Obviously, when you hear the word 'flashbacks', you know where this one is heading: Ball Don't Lie jumps all over the place -- with a majority of the film split between Sticky as a grown teenager and Sticky as a little boy. To make things even more complicated, they'll often flashback to stuff that happened a few months prior -- then flash-forward before giving us another flashback. I'd say about 15 minutes of Ball Don't Lie was spent in the here and now, and not as part of some flashback. The film's greatest moments come when Sticky is hanging with some of the local players down at the community gym -- the lone white kid in a sea of hard, tough, no-nonsense black street players.
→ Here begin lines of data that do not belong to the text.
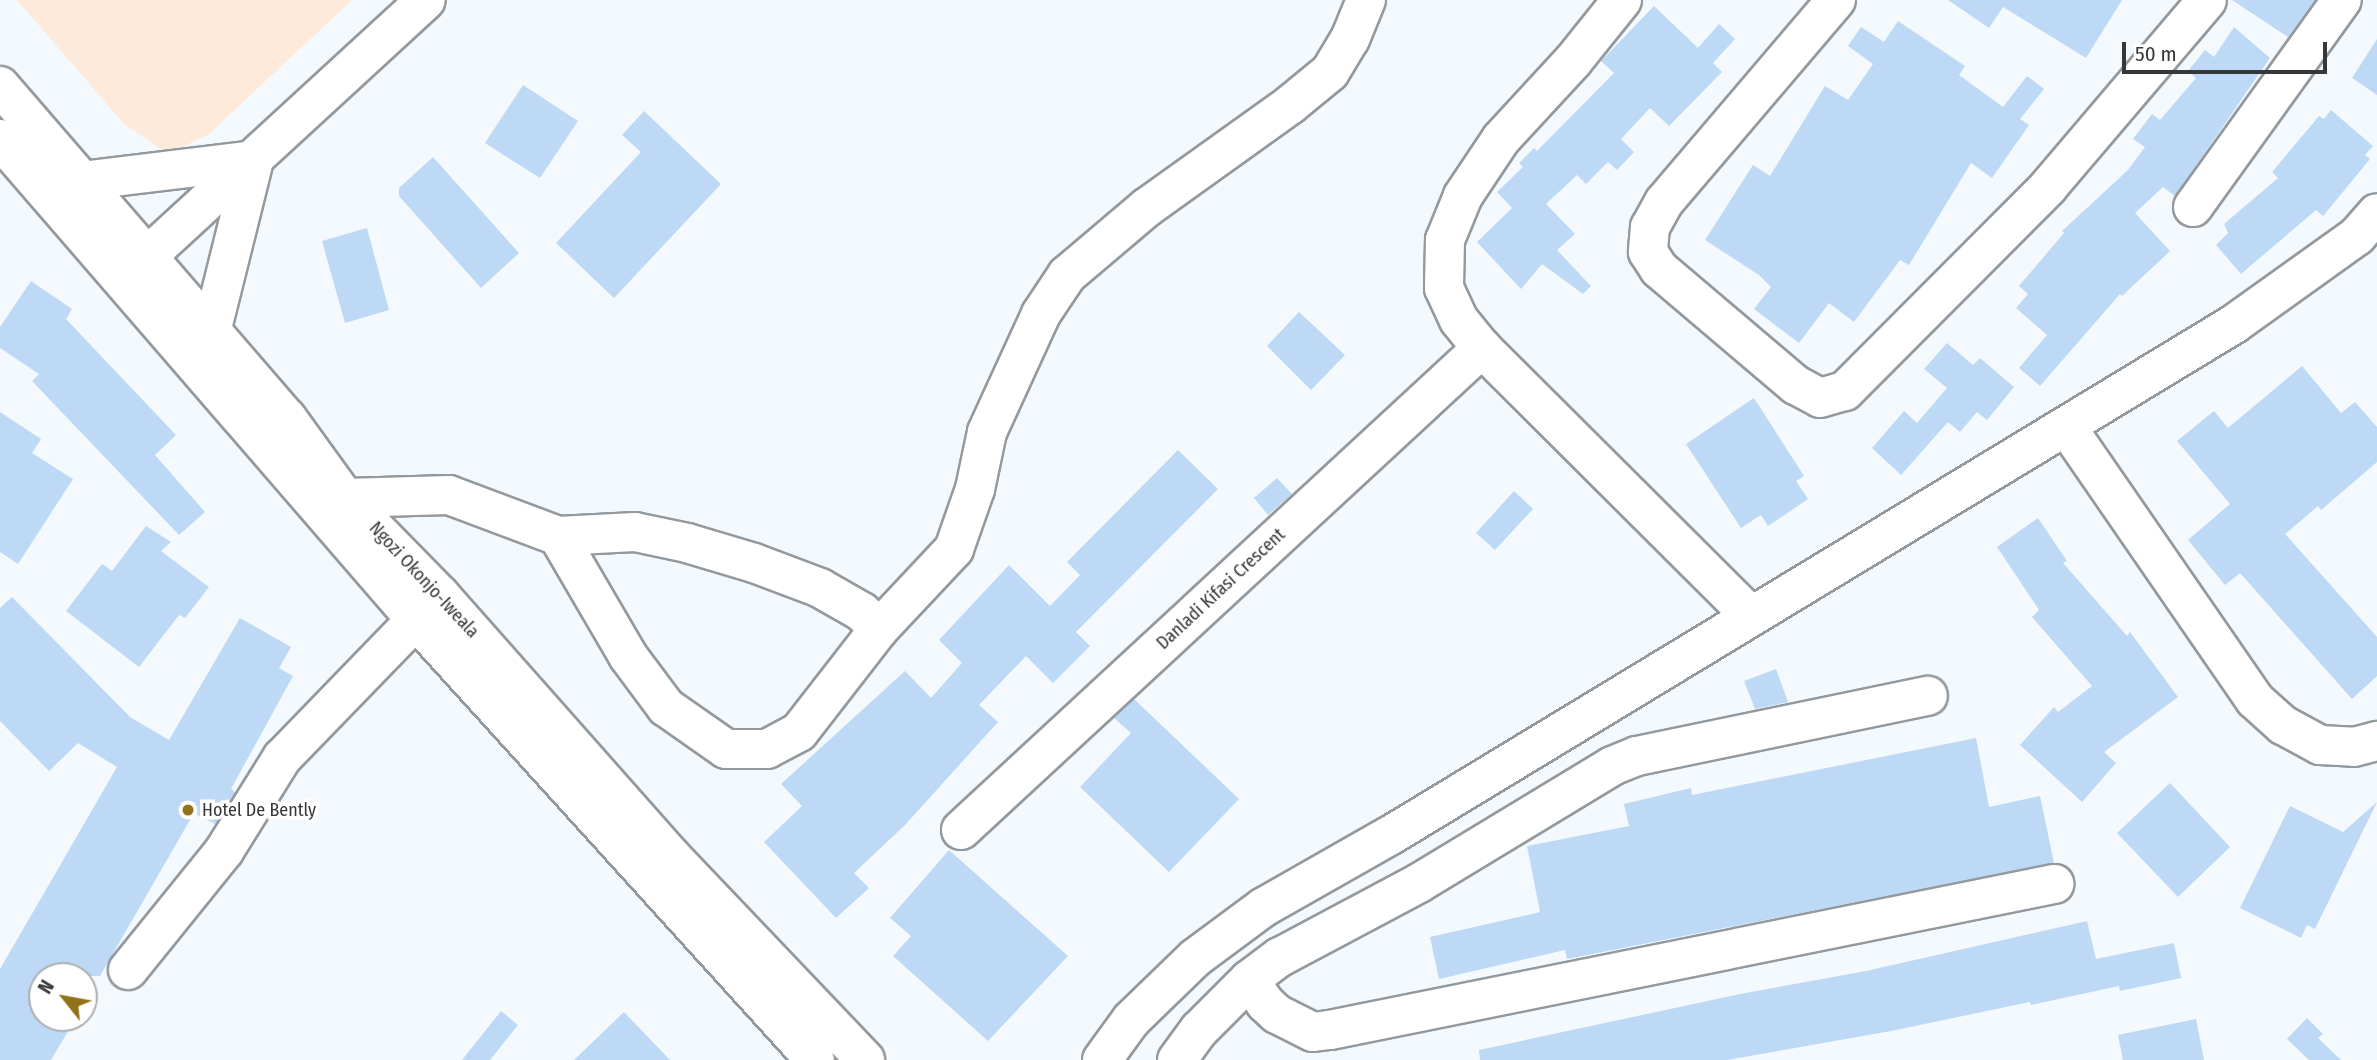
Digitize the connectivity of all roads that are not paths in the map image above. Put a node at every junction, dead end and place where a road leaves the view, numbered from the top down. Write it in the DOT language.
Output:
graph roads {
  1 [pos="426,0"];
  2 [pos="1366,0"];
  3 [pos="1622,0"];
  4 [pos="1836,0"];
  5 [pos="2207,0"];
  6 [pos="2342,0"];
  7 [pos="0,86"];
  8 [pos="0,139"];
  9 [pos="254,160"];
  10 [pos="81,181"];
  11 [pos="2193,207"];
  12 [pos="2377,213"];
  13 [pos="133,269"];
  14 [pos="211,332"];
  15 [pos="1482,348"];
  16 [pos="2066,426"];
  17 [pos="345,498"];
  18 [pos="558,536"];
  19 [pos="428,607"];
  20 [pos="1751,616"];
  21 [pos="879,629"];
  22 [pos="1928,696"];
  23 [pos="2377,741"];
  24 [pos="961,830"];
  25 [pos="1391,835"];
  26 [pos="1419,883"];
  27 [pos="2054,884"];
  28 [pos="128,970"];
  29 [pos="1249,980"];
  30 [pos="815,1060"];
  31 [pos="864,1060"];
  32 [pos="1102,1060"];
  33 [pos="1177,1060"];
  1 -- 9 [label="street"];
  2 -- 21 [label="street"];
  3 -- 15 [label="street"];
  4 -- 5 [label="street"];
  6 -- 11 [label="street"];
  7 -- 10 [label="street, Ngozi Okonjo-Iweala"];
  8 -- 13 [label="street, Ngozi Okonjo-Iweala"];
  9 -- 10 [label="street"];
  9 -- 13 [label="street"];
  9 -- 14 [label="street"];
  10 -- 13 [label="street, Ngozi Okonjo-Iweala"];
  12 -- 16 [label="street"];
  13 -- 14 [label="street, Ngozi Okonjo-Iweala"];
  13 -- 19 [label="street, Ngozi Okonjo-Iweala"];
  14 -- 17 [label="street, Ngozi Okonjo-Iweala"];
  15 -- 20 [label="street"];
  15 -- 24 [label="street, Danladi Kifasi Crescent"];
  16 -- 20 [label="street"];
  16 -- 23 [label="street"];
  17 -- 18 [label="street"];
  17 -- 19 [label="street, Ngozi Okonjo-Iweala"];
  18 -- 21 [label="street"];
  18 -- 21 [label="street"];
  19 -- 28 [label="street"];
  19 -- 30 [label="street, Ngozi Okonjo-Iweala"];
  19 -- 31 [label="street, Ngozi Okonjo-Iweala"];
  20 -- 25 [label="street"];
  22 -- 26 [label="street"];
  25 -- 26 [label="street"];
  25 -- 32 [label="street"];
  26 -- 29 [label="street"];
  27 -- 29 [label="street"];
  29 -- 33 [label="street"];
}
When first-time feature director Brin Hill left the camera on the gym action for more than two minutes, this ensemble cast really had a good time, and the lightening-fast basketball moves looked great on the big screen.

But then we'd have scenes in the gym where Hill would feel the need to stick three flashbacks in. So, essentially, you'd have a six or seven minute gym scene that included three annoying flashbacks. And it's fine if all these flashbacks are building up to something -- if, in the current time, Sticky set a date to try out for a college, or he has a big game to prepare for. Then, together with the flashbacks, we slowly work up to a nail-biting conclusion -- with our hearts firmly invested in a positive outcome for Sticky because we now know all the hardships this kid's been through. Unfortunately, there's none of that. There's no "big game" or "one last shot." There's nothing to build toward -- just a bunch of sad scenes and hurtful people.

Early on, they introduce a pretty nasty OCD problem Sticky has -- but it's only used to harm our character, and never once does he try to help himself, or does someone try to help him. This, to me, was the most interesting aspect of the film; a tough, b-baller with extreme OCD issues. Fantastic! However, the filmmakers are sloppy with it (he needs to fold his clothes a certain way, but he keeps his money all bunched up in a plastic bag?) and after it comes back to bite him in the end, there's never redemption. That part of the film felt incomplete. Though I hate playing the woulda-shoulda game, had Ball Don't Lie gone the straight linear route and changed the story so that our main character was actually working toward a concrete goal, perhaps the film would've shined. All you're getting here, though, is a dish of messy emotional drama and some really kickass basketball footage. Perhaps that's enough for some, but it wasn't enough for me.